Americas

'Trumped-Up' Charges Against Former US President 'Embarrassing' to US

Trump and his allies have called the charges against him part of the years-long "witch-hunt" against his political ambitions. Ed Martin, president of Phyllis Schlafly Eagles and political analyst Garland Nixon, co-host of Sputnik's The Critical Hour, said the former president was a threat to the militaristic "deep state".
Sputnik
The indictment of Donald Trump in New York is "embarrassing" to the US but driven by "deep state" fear of his peace-making stance towards Russia, two pundits have argued.
New York County District Attorney Alvin Bragg announced charges against the 45th president on Friday after a Grand Jury voted to indict the former president over claims he paid porn star Stormy Daniels to keep quiet about an alleged affair between them.
That has prompted the accusation from Trump, his allies and commentators that the prosecution is aimed at knocking him out of contention against President Joe Biden in the 2024 election.
Ed Martin told Sputnik that the charges were "as trumped-up as you can imagine" and it was "really embarrassing to America that this has happened."
"The Democrats hate Trump so much they will literally do anything to try to take him off the playing field," Martin said. "The Russia hoax, how COVID was handled."
He pointed out that Bragg was trying to "bump-up" a misdemeanour accounting offence to a felony as 'furtherance' of another crime under federal campaign finance laws, which was "not in his purview."
Garland Nixon said the motives for Trump's indictment went deeper, to his "questioning of NATO" and the US military presence in South Korea.
"He wanted to get a deal with the North Korean leader and make and lower the tension on the Korean Peninsula," he said, which was a "valid and reasonable thing to do for America."

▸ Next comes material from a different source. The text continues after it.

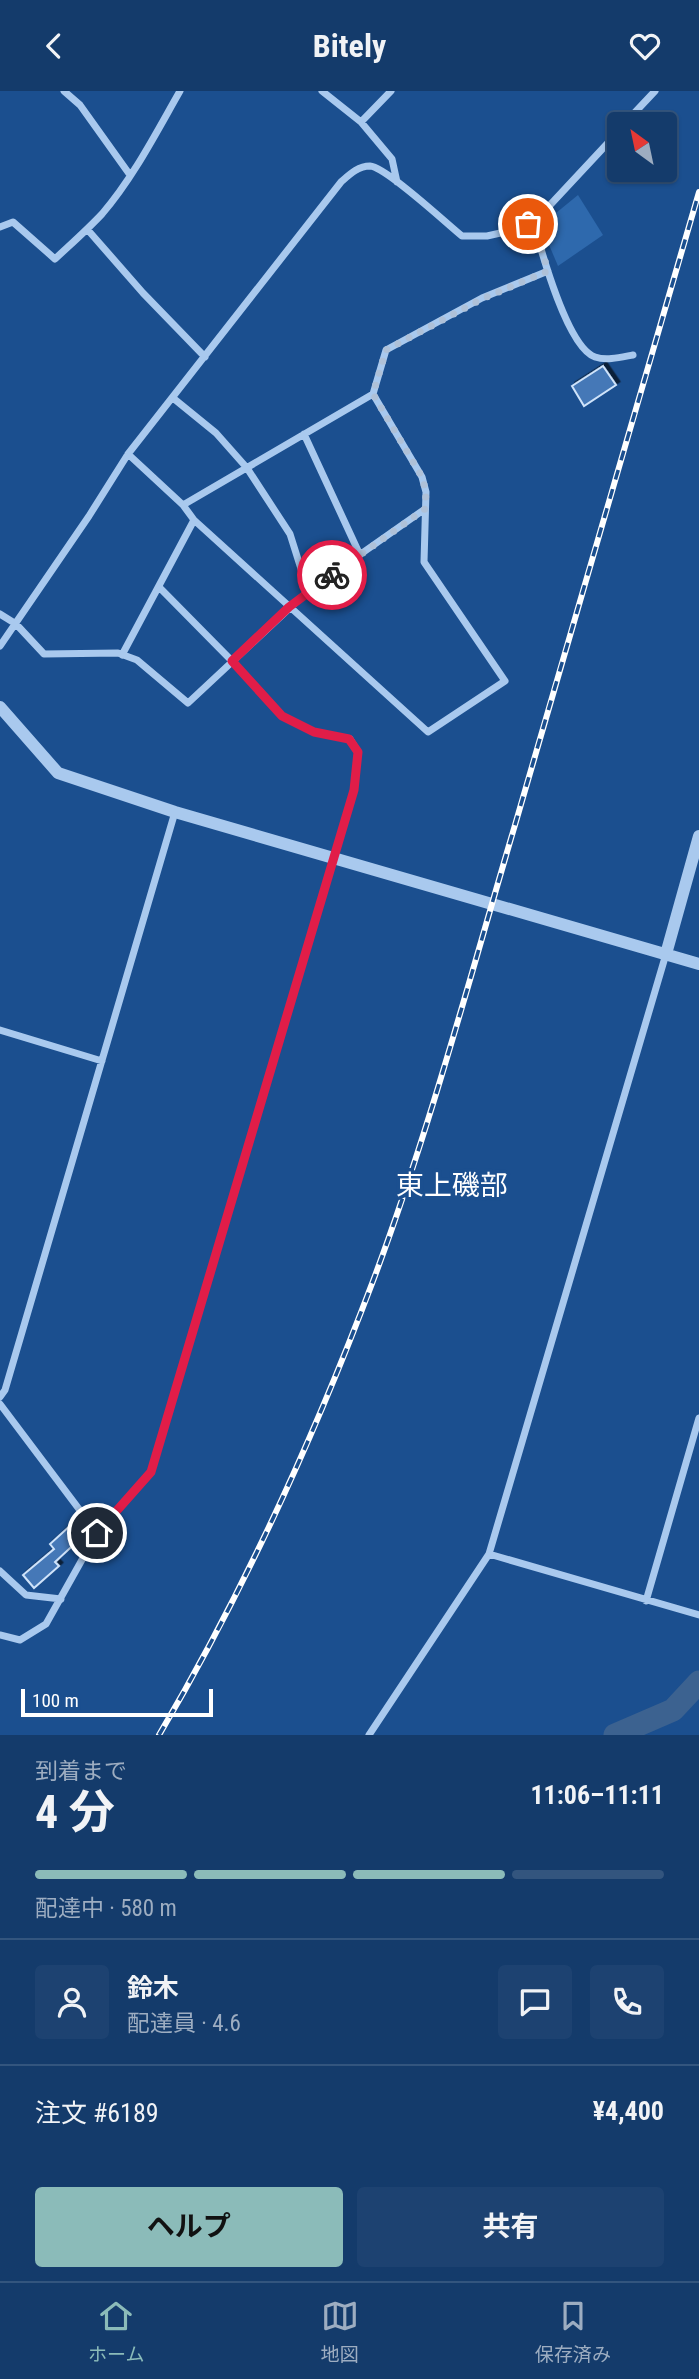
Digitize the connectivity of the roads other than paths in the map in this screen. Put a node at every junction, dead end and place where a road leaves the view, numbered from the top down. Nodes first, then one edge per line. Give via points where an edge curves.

"Those foreign policy things are the reason they're going after him," Nixon said. "The hate against Trump was after the Deep State went after him with the Russiagate hoax, after they went after Trump for foreign policy, which is what infuriated them."
The broadcaster said authorities were "weaponizing rage" against Trump so "the people will support the deep state quest" to prosecute him. "You heard what he's been saying, 'hey, we got to stop all this World War Three stuff and we've got problems in the deep state' that has to be stopped."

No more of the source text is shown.